Abrolho é um espetáculo da natureza

O catamarã avança em alto-mar quando um dos tripulantes grita a senha esperada: baleia à vista! O barco reduz a velocidade. Todos sobem ao convés, olhos atentos, câmeras preparadas, clima de suspense. De repente, a jubarte aparece e, num salto, projeta quase todo o corpo para fora da água. Alguém solta uma palavra impublicável. A …

04/02/2011 15:21



O catamarã avança em alto-mar quando um dos tripulantes grita a senha esperada: baleia à vista! O barco reduz a velocidade. Todos sobem ao convés, olhos atentos, câmeras preparadas, clima de suspense. De repente, a jubarte aparece e, num salto, projeta quase todo o corpo para fora da água. Alguém solta uma palavra impublicável. A grandalhona então, seguida de perto pelo catamarã, dentro de um limite de segurança, segue com novos saltos por mais alguns minutos para o delírio de todos à bordo até finalmente se cansar e nadar na direção do horizonte. Você já pode ter visto um show de baleia em algum parque aquático mundo afora, mas ver uma cena dessas na imensidão selvagem do mar não é a mesma coisa.

O espetáculo das baleias jubarte acontece todos os anos entre os meses de julho e dezembro quando esses grandes mamíferos marinhos chegam aos montes, vindos da Antártica, para acasalar e reproduzir nas águas mornas de Abrolhos, no extremo sul da costa da Bahia. Quase extintas das águas brasileiras na década de 1970, após décadas de matanças indiscriminadas, a população de baleias vem aumentando naquela região desde que a pesca foi oficialmente proibida no país em 1986. Hoje, segundo pesquisas do Instituto Baleias Jubarte, que monitora os animais nas águas brasileiras, estima-se que cerca de 3 mil jubartes estejam no litoral sul baiano nesta temporada.
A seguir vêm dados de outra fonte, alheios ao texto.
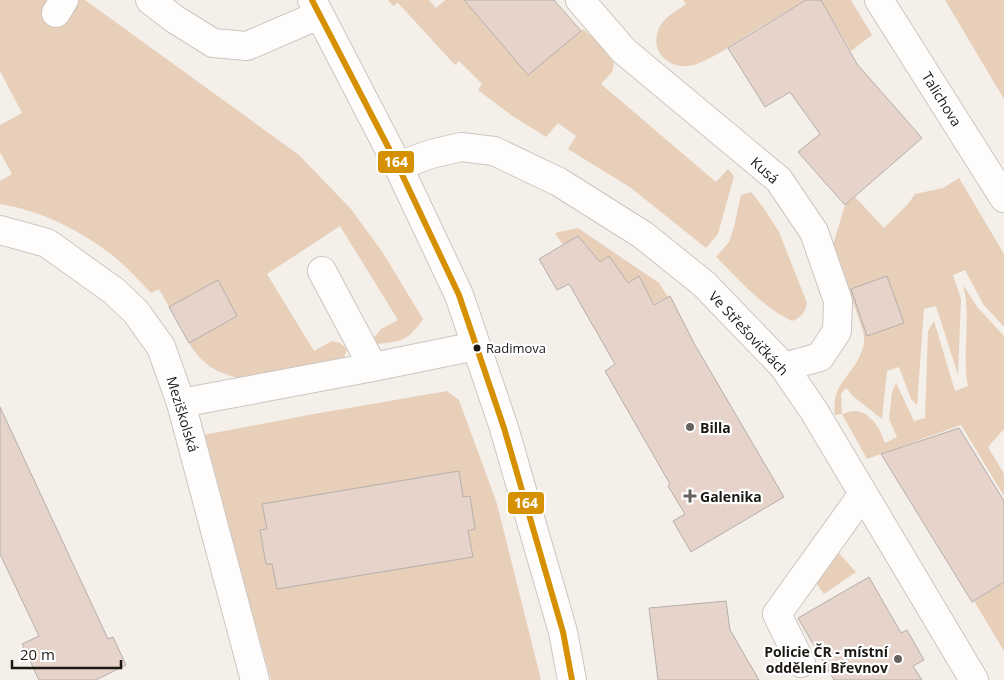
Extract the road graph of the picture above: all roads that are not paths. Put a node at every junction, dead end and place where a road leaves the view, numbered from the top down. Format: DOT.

São tantas que os barcos que seguem a Abrolhos costumam encontrar dezenas delas pelo caminho. E os encontros são sempre emocionantes. De quebra, o passeio ainda garante aos turistas topar com as belas paisagens submarinas do arquipélago, que é considerado um dos paraísos do mergulho no Brasil, tanto para a prática de snorkelings como em mergulhos autônomos, além da oportunidade de admirar uma fauna difícil de ser encontrada num mesmo lugar, que além das jubartes inclui golfinhos, tartarugas, peixes grandes como Barracudas e Meros. Todos vivendo em torno de cinco pequenas ilhas vulcânicas a 70 km da costa, ou a três horas de navegação, em média.
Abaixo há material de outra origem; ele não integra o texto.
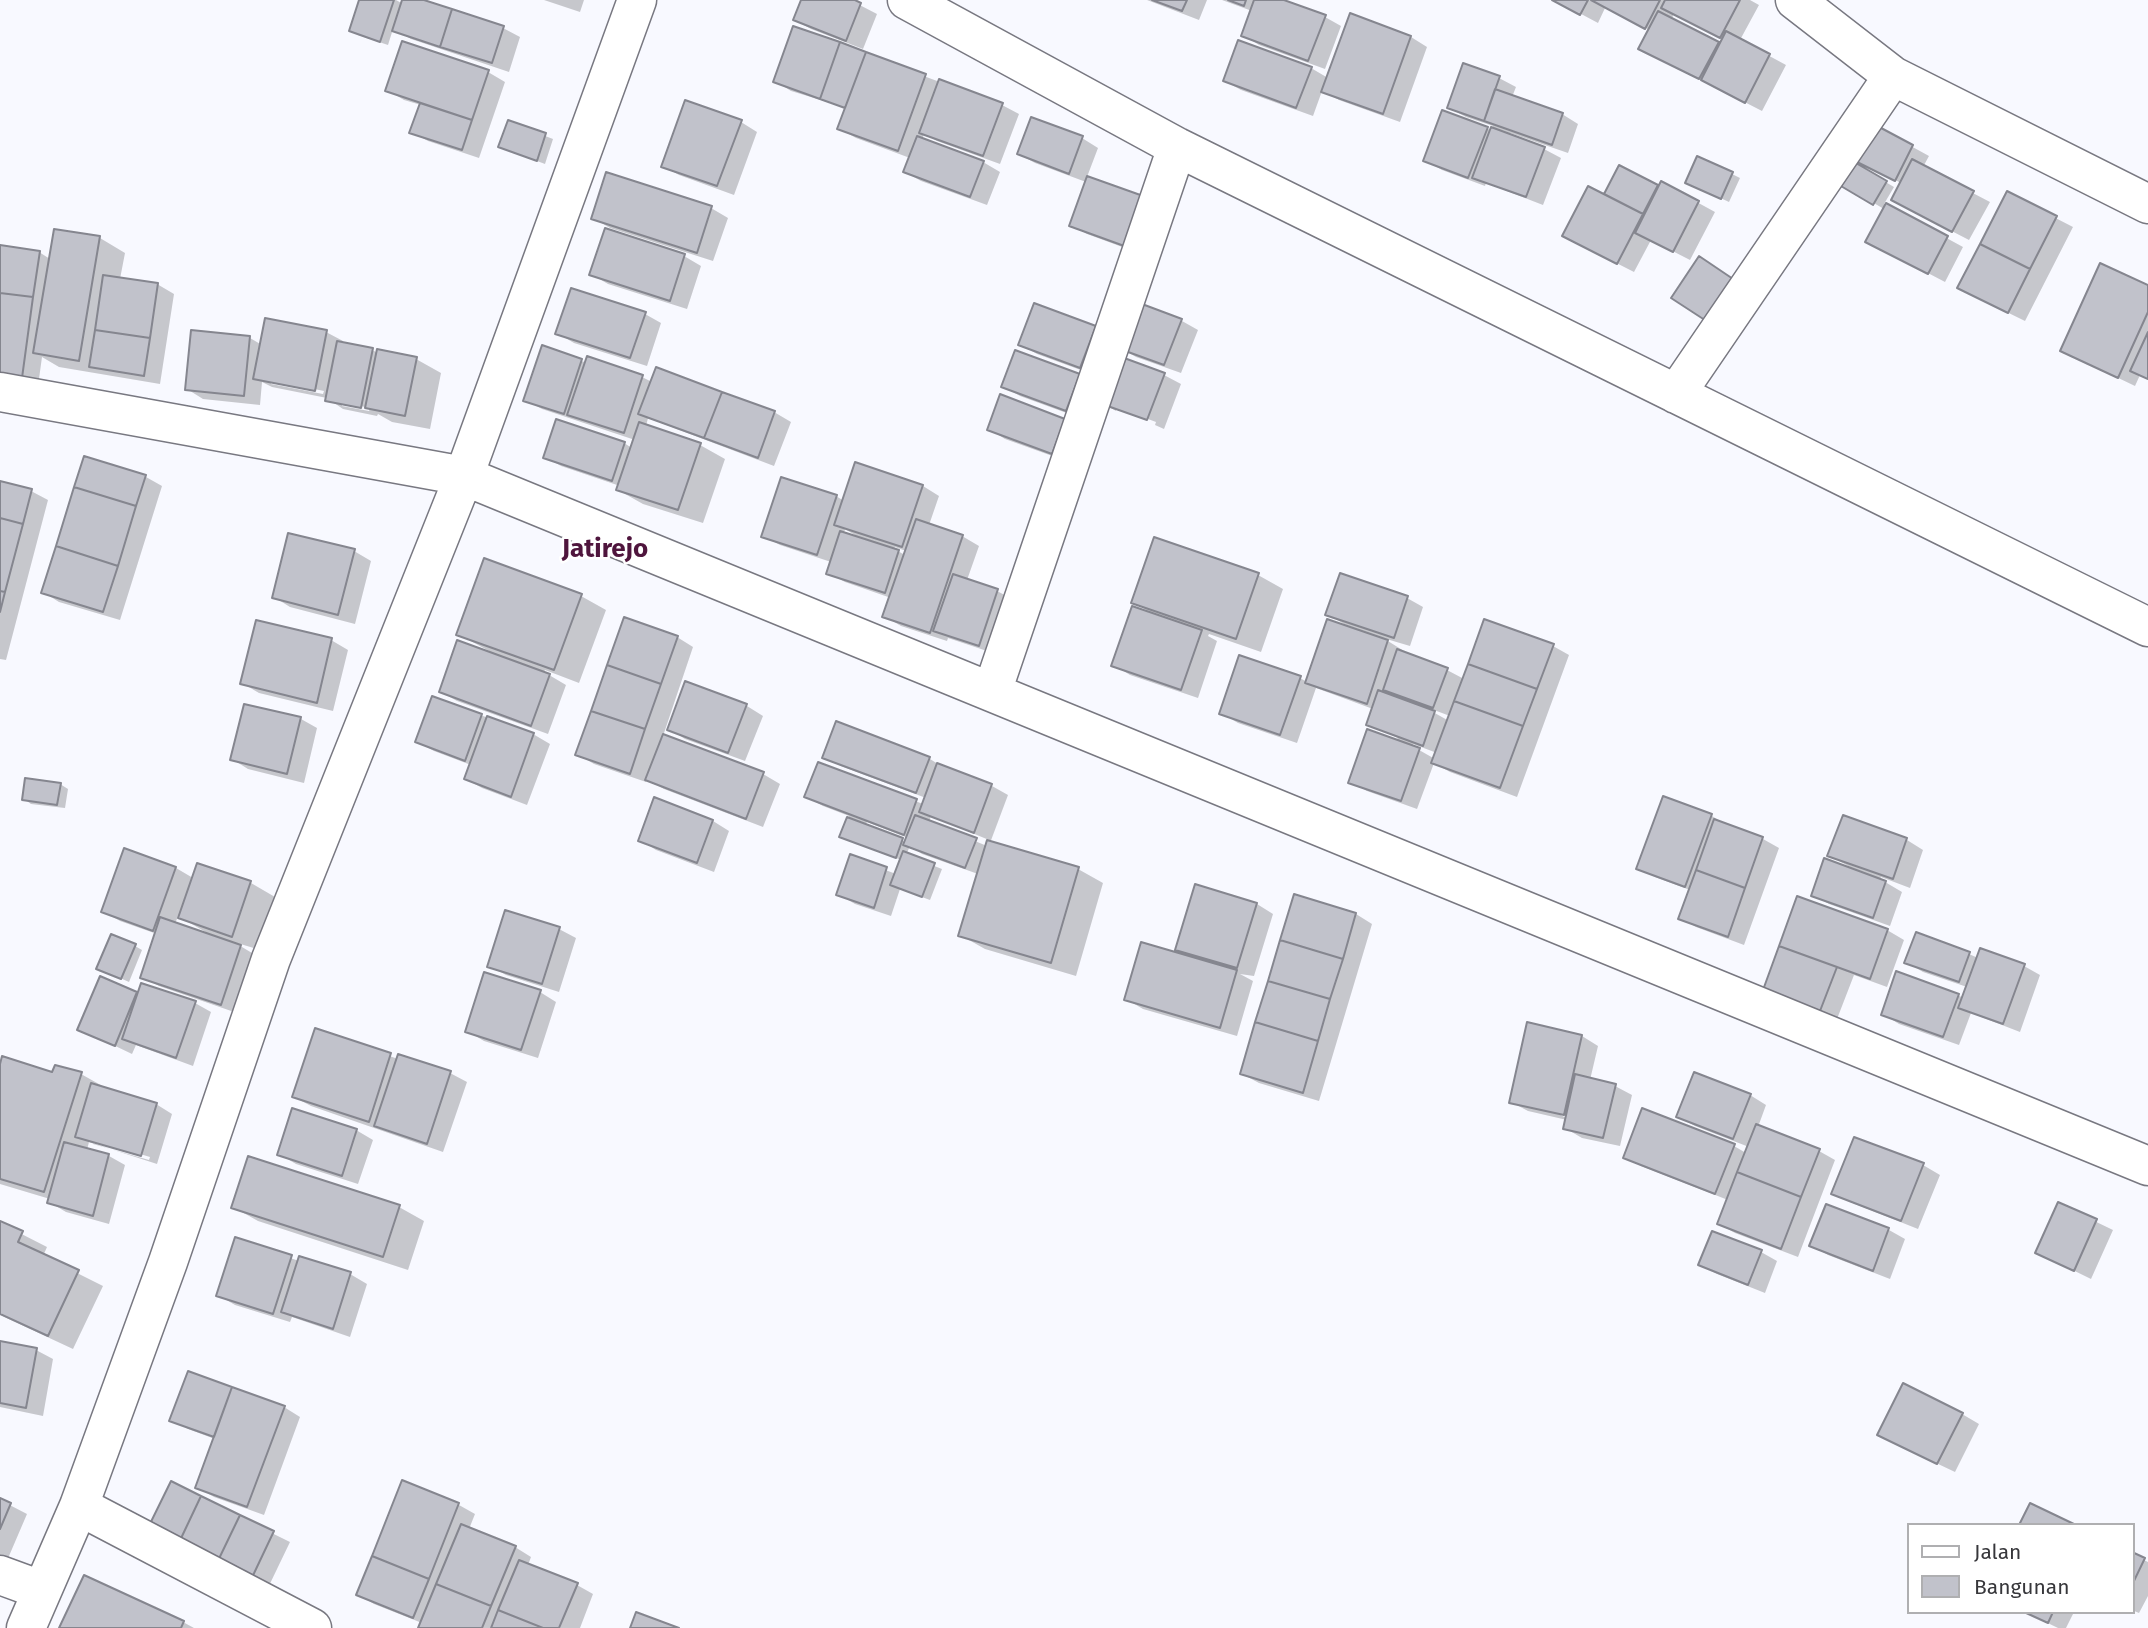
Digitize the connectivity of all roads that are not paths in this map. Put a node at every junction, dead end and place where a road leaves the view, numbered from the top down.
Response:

Abrolhos é o primeiro Parque Nacional Marinho brasileiro, criado em 1983 para proteger uma bancada rasa de recifes de corais, que era o terror para os navegadores do passado. Coube ao navegador Américo Vespúcio, na segunda expedição portuguesa ao Brasil, em 1503, fazer a primeira menção escrita àquele conjunto de ilhas ao escrever no diário de bordo: “quando aproximares da terra, abre os olhos…”. Daí o nome Abrolhos, numa leitura em caprichado sotaque lusitano.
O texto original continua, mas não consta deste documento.